START SOURCE DATA

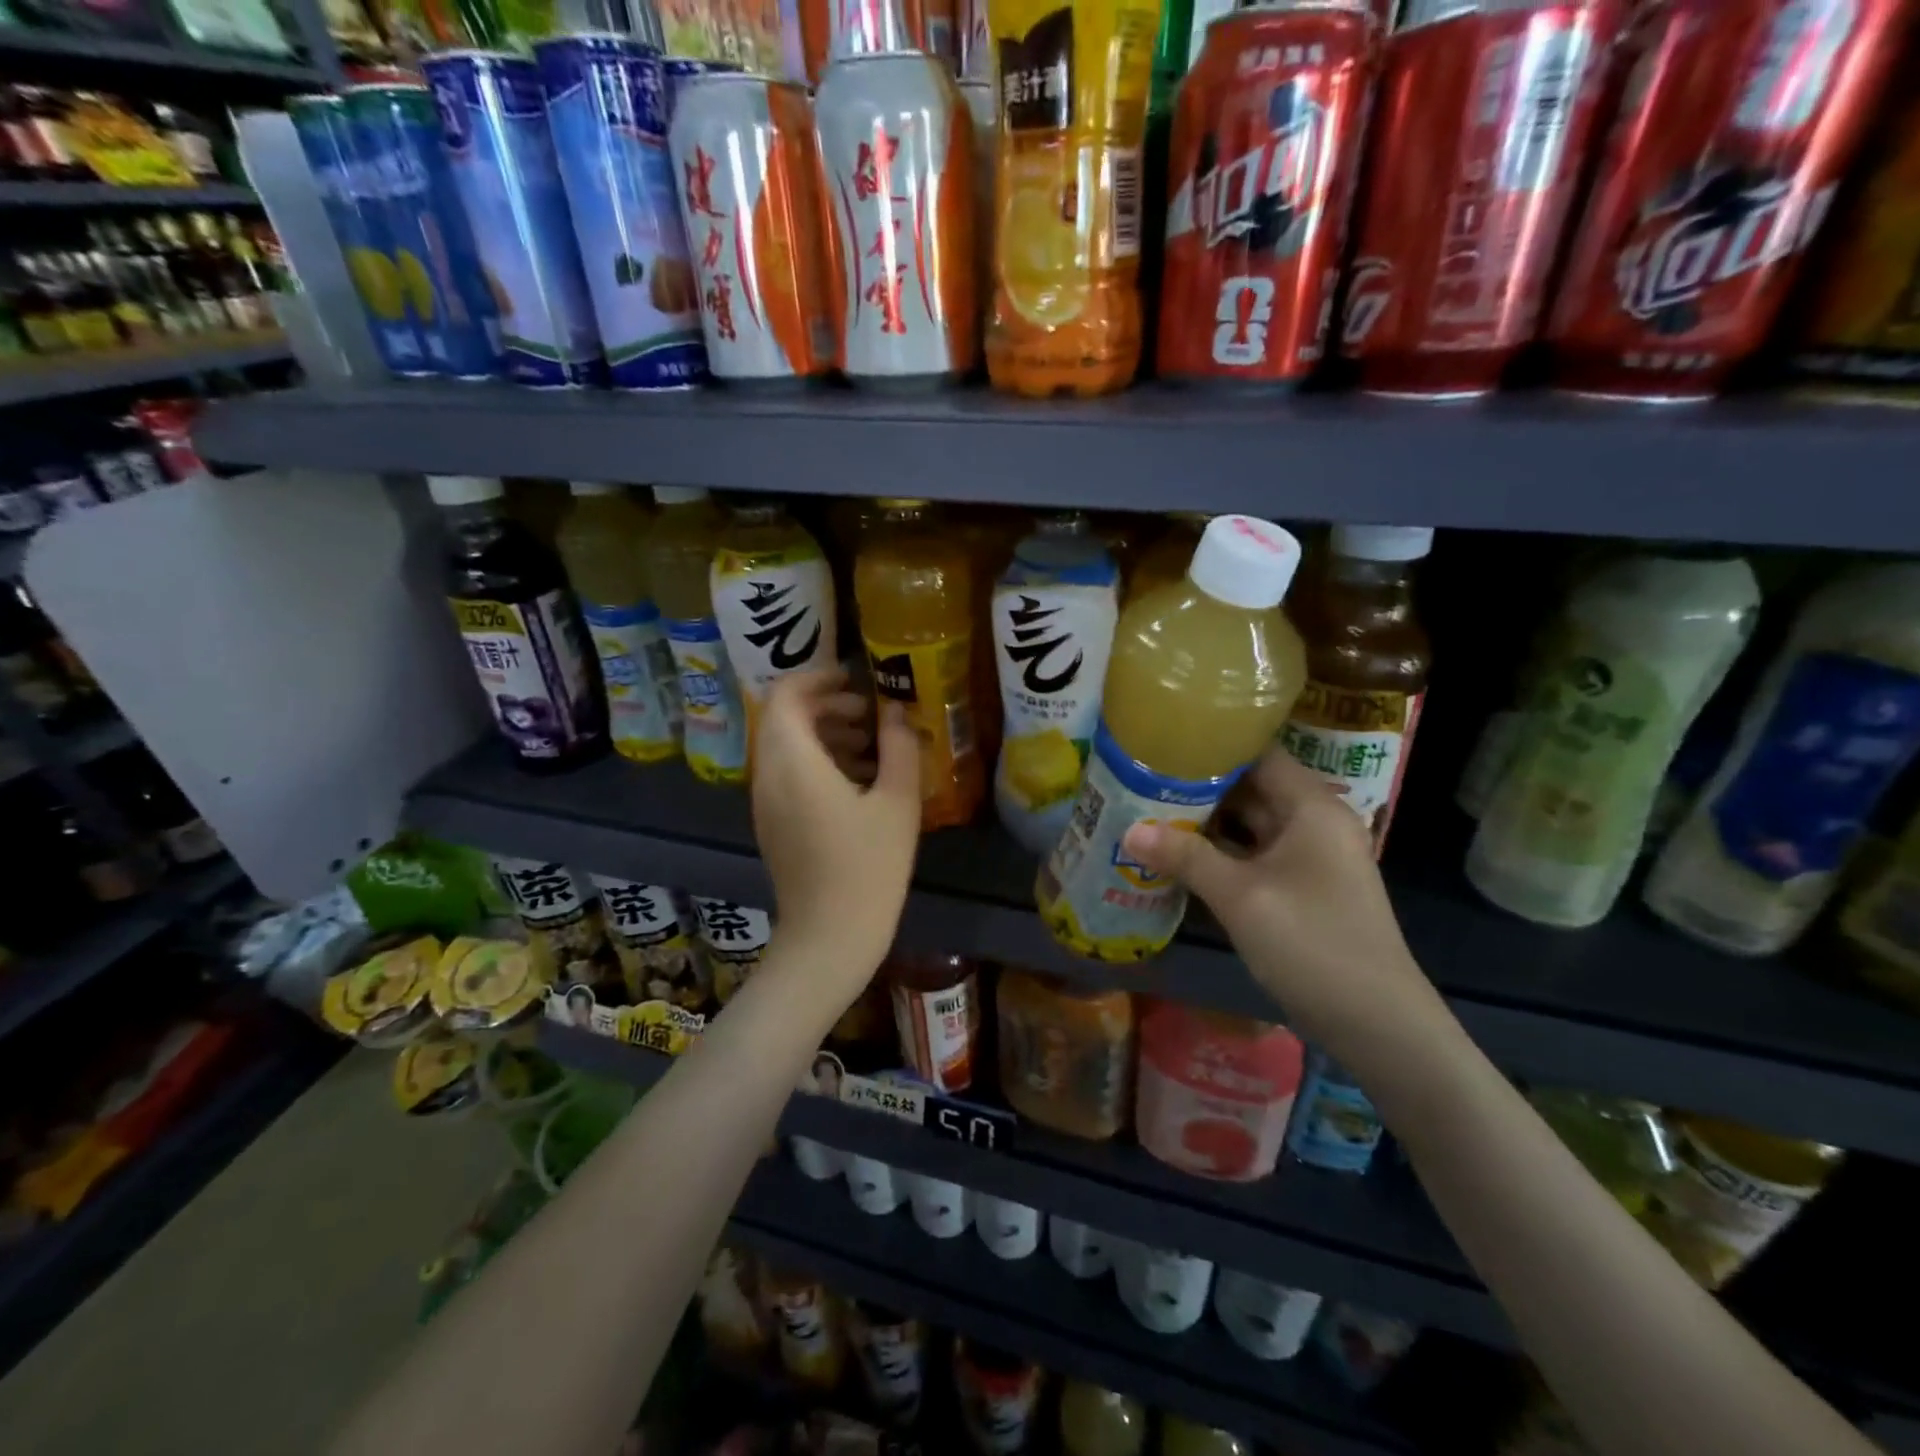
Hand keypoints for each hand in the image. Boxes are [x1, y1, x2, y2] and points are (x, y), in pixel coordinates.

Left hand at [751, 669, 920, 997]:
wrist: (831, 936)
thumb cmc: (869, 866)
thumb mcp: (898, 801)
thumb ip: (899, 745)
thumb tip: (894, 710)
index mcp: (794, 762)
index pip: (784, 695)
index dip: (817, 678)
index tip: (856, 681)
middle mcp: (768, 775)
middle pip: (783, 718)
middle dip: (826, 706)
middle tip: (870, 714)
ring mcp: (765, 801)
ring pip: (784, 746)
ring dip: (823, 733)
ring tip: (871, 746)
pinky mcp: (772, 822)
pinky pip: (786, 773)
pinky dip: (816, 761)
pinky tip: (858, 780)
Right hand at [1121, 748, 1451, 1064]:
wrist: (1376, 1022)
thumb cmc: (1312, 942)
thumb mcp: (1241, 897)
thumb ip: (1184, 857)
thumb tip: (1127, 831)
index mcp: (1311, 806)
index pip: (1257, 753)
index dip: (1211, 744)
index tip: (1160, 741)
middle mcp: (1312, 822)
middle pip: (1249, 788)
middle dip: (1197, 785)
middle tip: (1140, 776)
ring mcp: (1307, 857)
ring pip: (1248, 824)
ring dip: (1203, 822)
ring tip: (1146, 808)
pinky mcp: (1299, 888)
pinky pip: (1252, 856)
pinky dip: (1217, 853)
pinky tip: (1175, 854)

END SOURCE DATA
START SOURCE DATA

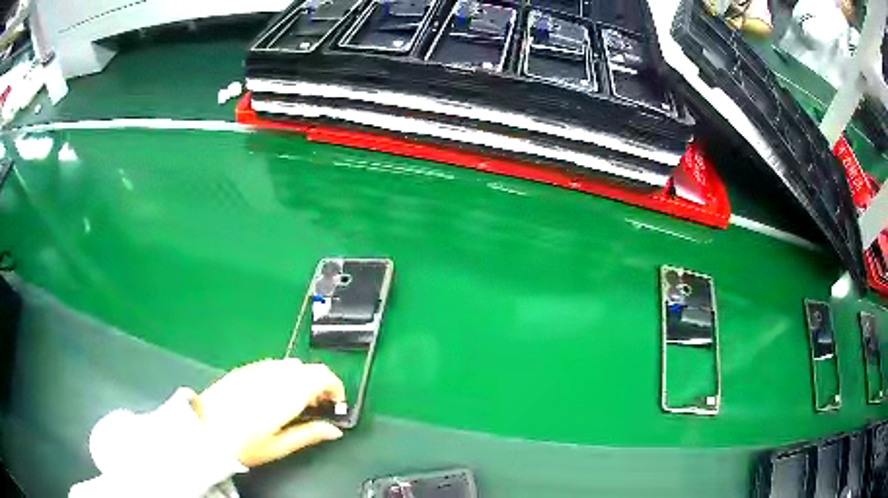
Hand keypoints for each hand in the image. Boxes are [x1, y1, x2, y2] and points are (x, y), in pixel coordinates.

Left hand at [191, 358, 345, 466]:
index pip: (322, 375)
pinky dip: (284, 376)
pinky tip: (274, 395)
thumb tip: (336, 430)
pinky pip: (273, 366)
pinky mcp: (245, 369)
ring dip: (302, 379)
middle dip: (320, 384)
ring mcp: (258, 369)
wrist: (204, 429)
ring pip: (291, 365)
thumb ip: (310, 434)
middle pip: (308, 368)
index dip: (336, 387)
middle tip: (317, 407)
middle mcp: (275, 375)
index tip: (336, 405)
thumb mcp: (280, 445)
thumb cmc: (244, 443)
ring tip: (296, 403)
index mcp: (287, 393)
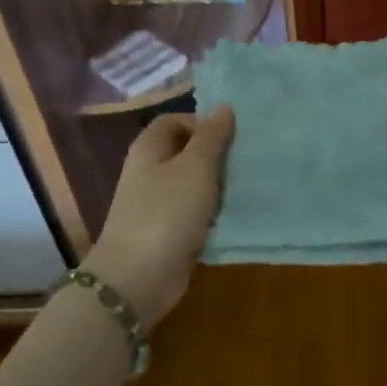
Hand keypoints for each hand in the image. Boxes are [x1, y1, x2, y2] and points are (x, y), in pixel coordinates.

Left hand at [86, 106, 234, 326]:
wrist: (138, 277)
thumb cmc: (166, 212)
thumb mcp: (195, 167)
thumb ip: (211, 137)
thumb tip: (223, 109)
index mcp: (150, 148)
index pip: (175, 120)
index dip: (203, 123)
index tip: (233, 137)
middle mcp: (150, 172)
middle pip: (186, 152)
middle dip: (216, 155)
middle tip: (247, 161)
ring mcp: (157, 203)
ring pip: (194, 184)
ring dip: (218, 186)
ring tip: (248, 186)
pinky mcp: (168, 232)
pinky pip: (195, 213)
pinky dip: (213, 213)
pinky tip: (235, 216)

END SOURCE DATA

● INSTRUCTIONS FOR THE TASK: In the entries above, the lines between the one holding "thumb tip: (1127, 831)" and the one holding "pinky tip: (1175, 854)", inclusive, are to be printed exactly as written, and those alone.

● ANSWER SECTION:
thumb tip: (1127, 831)
index mcp: (1311, 806)
index pip: (1257, 753)
index dip: (1211, 744)
index tip: (1160, 741)
middle mcp: (1312, 822)
middle pip: (1249, 788)
middle dip: (1197, 785)
middle tip: (1140, 776)
ring mcp: (1307, 857)
ring pip: (1248, 824)
ring dip: (1203, 822)
ring tip: (1146, 808)
pinky mcp: (1299, 888)
pinky pip: (1252, 856)
pinky dip: (1217, 853)
pinky tip: (1175, 854)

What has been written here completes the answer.